#### [Activity]
Copy every line in the records below that contains the word "char".

[[ Input data, beginning ]]

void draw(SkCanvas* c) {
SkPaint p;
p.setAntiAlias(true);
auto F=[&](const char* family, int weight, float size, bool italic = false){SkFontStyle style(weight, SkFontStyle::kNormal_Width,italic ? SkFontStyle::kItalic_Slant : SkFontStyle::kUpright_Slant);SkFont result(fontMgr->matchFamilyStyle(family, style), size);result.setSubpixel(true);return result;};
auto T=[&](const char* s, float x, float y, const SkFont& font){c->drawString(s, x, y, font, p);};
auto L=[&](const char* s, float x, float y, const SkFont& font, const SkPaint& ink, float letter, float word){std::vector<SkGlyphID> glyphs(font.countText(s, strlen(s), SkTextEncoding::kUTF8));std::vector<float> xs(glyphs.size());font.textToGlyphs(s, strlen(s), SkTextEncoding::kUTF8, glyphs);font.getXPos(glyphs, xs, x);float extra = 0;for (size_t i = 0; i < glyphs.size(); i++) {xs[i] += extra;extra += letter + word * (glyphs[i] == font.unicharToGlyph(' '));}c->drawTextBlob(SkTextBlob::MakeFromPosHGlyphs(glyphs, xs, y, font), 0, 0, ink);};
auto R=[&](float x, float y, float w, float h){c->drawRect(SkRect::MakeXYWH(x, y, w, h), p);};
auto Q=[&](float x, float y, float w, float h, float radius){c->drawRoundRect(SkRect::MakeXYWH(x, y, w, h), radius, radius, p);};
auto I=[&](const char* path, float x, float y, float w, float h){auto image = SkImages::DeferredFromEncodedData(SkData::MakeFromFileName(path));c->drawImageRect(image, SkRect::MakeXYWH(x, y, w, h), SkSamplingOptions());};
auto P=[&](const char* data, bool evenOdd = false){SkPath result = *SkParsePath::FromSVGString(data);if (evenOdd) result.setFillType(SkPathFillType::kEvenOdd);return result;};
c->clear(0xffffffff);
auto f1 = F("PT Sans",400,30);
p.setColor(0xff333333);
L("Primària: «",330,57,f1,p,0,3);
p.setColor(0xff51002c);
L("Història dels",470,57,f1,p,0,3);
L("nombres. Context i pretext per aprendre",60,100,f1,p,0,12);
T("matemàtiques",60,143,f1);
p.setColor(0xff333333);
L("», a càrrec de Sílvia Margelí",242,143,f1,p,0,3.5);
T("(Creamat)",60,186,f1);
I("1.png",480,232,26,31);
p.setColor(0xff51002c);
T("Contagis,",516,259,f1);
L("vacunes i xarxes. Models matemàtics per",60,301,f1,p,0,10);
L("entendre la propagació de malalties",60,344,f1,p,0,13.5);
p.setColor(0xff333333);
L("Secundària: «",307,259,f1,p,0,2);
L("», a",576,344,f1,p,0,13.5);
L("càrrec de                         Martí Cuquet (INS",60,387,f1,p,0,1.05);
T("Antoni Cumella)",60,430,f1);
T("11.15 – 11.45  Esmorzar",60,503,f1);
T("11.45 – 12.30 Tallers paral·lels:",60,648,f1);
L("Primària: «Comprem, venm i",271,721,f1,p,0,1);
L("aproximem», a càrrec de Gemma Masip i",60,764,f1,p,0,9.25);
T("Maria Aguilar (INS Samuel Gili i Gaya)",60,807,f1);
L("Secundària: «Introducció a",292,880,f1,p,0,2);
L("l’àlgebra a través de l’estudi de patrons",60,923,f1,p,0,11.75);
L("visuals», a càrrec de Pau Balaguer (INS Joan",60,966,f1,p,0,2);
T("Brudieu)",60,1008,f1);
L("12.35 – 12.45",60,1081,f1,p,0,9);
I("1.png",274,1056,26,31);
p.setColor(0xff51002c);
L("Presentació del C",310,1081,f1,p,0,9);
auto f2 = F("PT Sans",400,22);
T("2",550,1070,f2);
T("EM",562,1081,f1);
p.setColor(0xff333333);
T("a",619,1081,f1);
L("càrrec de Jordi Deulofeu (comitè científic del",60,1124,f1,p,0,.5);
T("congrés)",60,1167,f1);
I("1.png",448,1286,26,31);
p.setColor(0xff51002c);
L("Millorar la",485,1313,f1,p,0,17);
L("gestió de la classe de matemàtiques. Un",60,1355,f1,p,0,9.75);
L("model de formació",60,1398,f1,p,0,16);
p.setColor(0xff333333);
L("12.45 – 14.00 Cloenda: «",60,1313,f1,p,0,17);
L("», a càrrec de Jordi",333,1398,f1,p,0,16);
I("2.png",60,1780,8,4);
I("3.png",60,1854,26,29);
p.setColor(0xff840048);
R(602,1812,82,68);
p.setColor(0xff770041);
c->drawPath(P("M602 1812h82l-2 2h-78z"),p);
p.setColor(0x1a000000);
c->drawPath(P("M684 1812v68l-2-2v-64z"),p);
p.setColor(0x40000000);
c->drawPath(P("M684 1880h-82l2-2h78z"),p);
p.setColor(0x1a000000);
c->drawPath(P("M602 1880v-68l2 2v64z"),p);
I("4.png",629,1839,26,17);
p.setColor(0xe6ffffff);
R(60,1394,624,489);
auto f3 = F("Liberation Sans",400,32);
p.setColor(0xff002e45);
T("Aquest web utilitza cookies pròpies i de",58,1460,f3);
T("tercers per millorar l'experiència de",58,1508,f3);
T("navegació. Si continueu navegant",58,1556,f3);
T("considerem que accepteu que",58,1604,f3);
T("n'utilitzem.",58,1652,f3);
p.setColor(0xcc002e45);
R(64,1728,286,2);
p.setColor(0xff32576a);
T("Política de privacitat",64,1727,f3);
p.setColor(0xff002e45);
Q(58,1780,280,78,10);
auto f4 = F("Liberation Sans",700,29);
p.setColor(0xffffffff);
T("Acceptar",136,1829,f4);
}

[[ Input data, end ]]

#### [Written answer]
auto F=[&](const char* family, int weight, float size, bool italic = false){SkFontStyle style(weight, SkFontStyle::kNormal_Width,italic ? SkFontStyle::kItalic_Slant : SkFontStyle::kUpright_Slant);SkFont result(fontMgr->matchFamilyStyle(family, style), size);result.setSubpixel(true);return result;};
auto T=[&](const char* s, float x, float y, const SkFont& font){c->drawString(s, x, y, font, p);};
auto L=[&](const char* s, float x, float y, const SkFont& font, const SkPaint& ink, float letter, float word){std::vector<SkGlyphID> glyphs(font.countText(s, strlen(s), SkTextEncoding::kUTF8));std::vector<float> xs(glyphs.size());font.textToGlyphs(s, strlen(s), SkTextEncoding::kUTF8, glyphs);font.getXPos(glyphs, xs, x);float extra = 0;for (size_t i = 0; i < glyphs.size(); i++) {xs[i] += extra;extra += letter + word * (glyphs[i] == font.unicharToGlyph(' '));}c->drawTextBlob(SkTextBlob::MakeFromPosHGlyphs(glyphs, xs, y, font), 0, 0, ink);};
auto I=[&](const char* path, float x, float y, float w, float h){auto image = SkImages::DeferredFromEncodedData(SkData::MakeFromFileName(path));c->drawImageRect(image, SkRect::MakeXYWH(x, y, w, h), SkSamplingOptions());};
auto P=[&](const char* data, bool evenOdd = false){SkPath result = *SkParsePath::FromSVGString(data);if (evenOdd) result.setFillType(SkPathFillType::kEvenOdd);return result;};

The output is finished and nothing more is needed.